His mordant wit aligns him with someone like Father John Misty, but somehow, with Grant, the drama mama is no wink-wink shtick. At times, it feels like it is the only way he can handle the avalanche of crises that has befallen him.
Take Snug Slacks, a slithery funky number in the spirit of Prince and Scissor Sisters, as he hopelessly comes on like a Lothario, his come-hithers falling late. Guitars moan while he makes the faux pas of mistaking Joan Baez for Joan as Police Woman.
And don't be fooled by the lemonade cardigan he wears on the album cover. Beneath it is a strutting predator patrolling the aisles of 1970s-styled discotheques, turning the game of seduction on its own head. It's electro-pop with a dollop of asinine for that smooth feeling down your oesophagus.

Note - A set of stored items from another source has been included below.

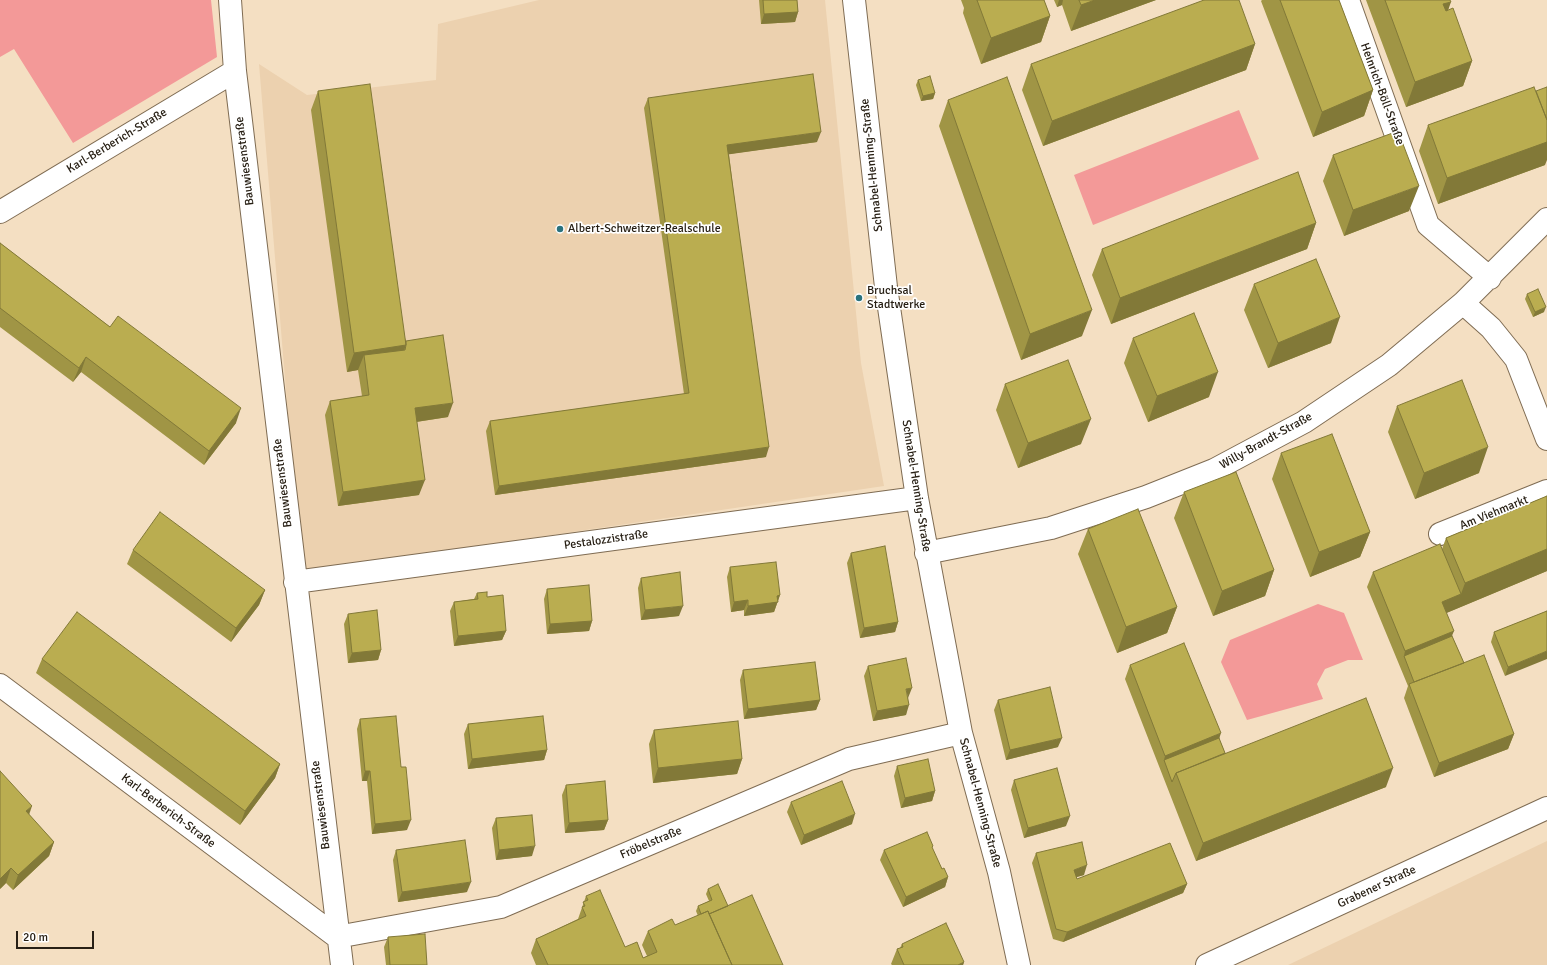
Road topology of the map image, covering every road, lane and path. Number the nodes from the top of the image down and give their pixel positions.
1 (230, 0) edge
2 (854, 0) edge
3 (1348, 0) edge
4 (235, 71) junction
5 (0, 212) edge
6 (1547, 219) edge
7 (1490, 278) junction
8 (1463, 303) junction
9 (1547, 439) edge
10 (1547, 491) edge
11 (917, 498) junction
12 (1440, 534) dead end
13 (926, 553) junction
14 (295, 582) junction
15 (0, 685) edge
16 (961, 733) junction
17 (1547, 808) edge
18 (337, 937) junction
19 (342, 965) edge
20 (1019, 965) edge
21 (1207, 965) edge

1 - 4 street, Bauwiesenstraße
2 - 11 street, Schnabel-Henning-Straße
3 - 7 street, Heinrich-Böll-Straße
4 - 5 street, Karl-Berberich-Straße
4 - 14 street, Bauwiesenstraße
6 - 7 street, Willy-Brandt-Straße
7 - 8 street, Willy-Brandt-Straße
8 - 9 street
8 - 13 street, Willy-Brandt-Straße
10 - 12 street, Am Viehmarkt
11 - 13 street, Schnabel-Henning-Straße
11 - 14 street, Pestalozzistraße
13 - 16 street, Schnabel-Henning-Straße
14 - 18 street, Bauwiesenstraße
15 - 18 street, Karl-Berberich-Straße
16 - 18 street, Fröbelstraße
16 - 20 street, Schnabel-Henning-Straße
17 - 21 street, Grabener Straße
18 - 19 street, Bauwiesenstraße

Guess How I Know is a delicious kiss-off to a former lover, with scuzzy, muscly guitars and sirens circling him as he mentions zombies and the scary movie Cujo.
You & Him is a laundry list of what's wrong with a couple, spiked by the snarling vocals of Amanda Palmer who cracks a whip with relish.
When Grant changes gear into a more glacial form of electronics, he imagines a grim future for mankind. A morbid trio - Magma Arrives, Black Blizzard and Global Warming - are infused with the sort of orchestral strings you'll remember from his breakout solo album, Queen Of Denmark (2010).
The words lacerate, chastising charlatans who bandy labels, "people who talk about the sun" so much so that "they sound like a bunch of Aztec Indians".
Grant wears his knowingness on his sleeve, aware of pop and his place in it. He brings in Tracey Thorn, the chanteuse from the underrated English duo Everything But The Girl, to sing on Disappointing.
Contrary to its title, it's no put-down. It's a disco ballad, listing the wonderful things in the world which pale in comparison to his new paramour.
At the end of the day, all you need is love.